Newspaper headlines announce that Hogan will play in the 1950 Los Angeles Open, the opening event of the season. Williams, who has withdrawn from the tournament because sobriety had left him unsteady, visits Hogan in the locker room to offer encouragement. The large gallery is rooting for Hogan, and he plays well even in heavy rain. He ends with a score of 69 for the final round but Sam Snead matches his score, forcing a playoff. Hogan loses to Snead but is applauded and honored at a sportswriters' tribute dinner. Hogan delivers an emotional speech and is featured on the cover of Time magazine.

== Production ==
Frederick Hazlitt Brennan, who wrote the screenplay, also wrote a companion short story titled "He Follows the Sun Again" that was published in Reader's Digest in March 1951.

Ben Hogan served as a special technical consultant throughout production.

==Reception==
In a contemporary review for The New York Times, critic Thomas M. Pryor wrote: "'Follow the Sun' ... should measure up as a heartwarming film experience. ... For in dramatizing the life of one of the noblest Texans in sports, Twentieth Century-Fox has come up with a story of courage that is inspiring and should lighten the hearts of all who are weighted with adversities".

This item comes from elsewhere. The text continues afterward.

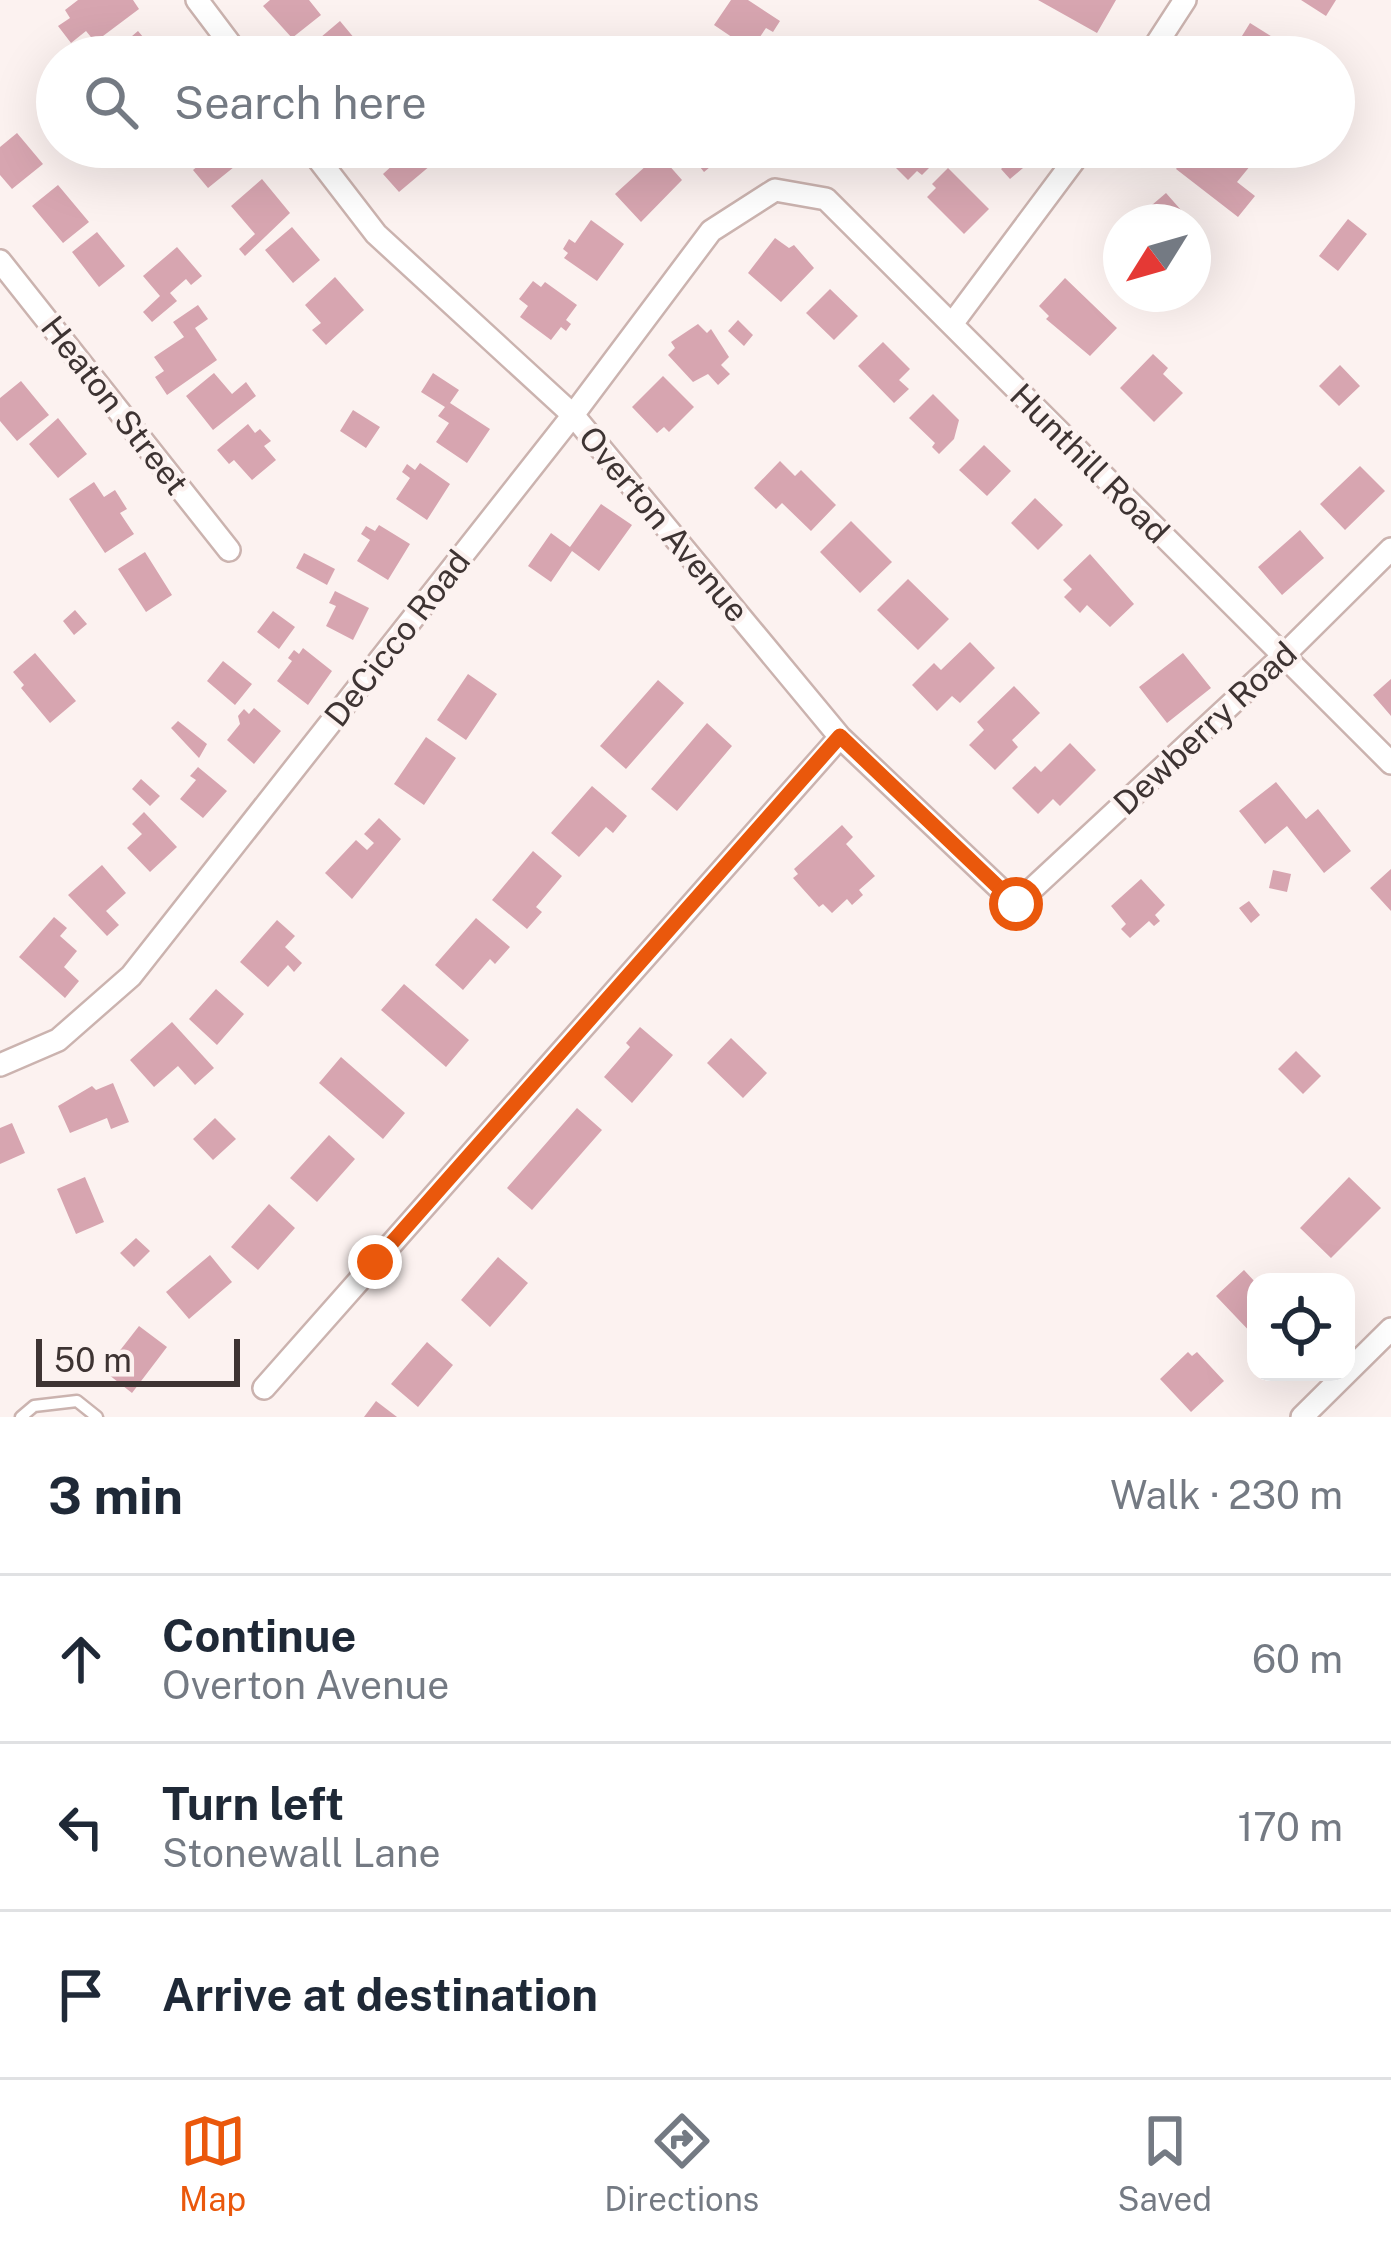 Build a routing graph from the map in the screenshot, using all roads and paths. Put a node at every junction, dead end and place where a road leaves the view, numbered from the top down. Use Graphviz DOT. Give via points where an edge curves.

Critic Edwin Schallert of the Los Angeles Times wrote: "There is oftentimes high emotional intensity in this picture, and a fascination too about its scenes on the golf course. The characters are well drawn in the screen play ... This is a very good story of a man's fighting back. It may not have quite as much to offer in a popular way as 'The Stratton Story.' But its emotional power is tremendously brought out, and its feminine appeal because of Miss Baxter's part in the picture is strong. Preliminaries dally at times, but everything is excellent once the main story is under way."

== Radio adaptation ==
Follow the Sun was presented on Lux Radio Theatre on March 10, 1952 as a one-hour adaptation starring Anne Baxter and Gary Merrill.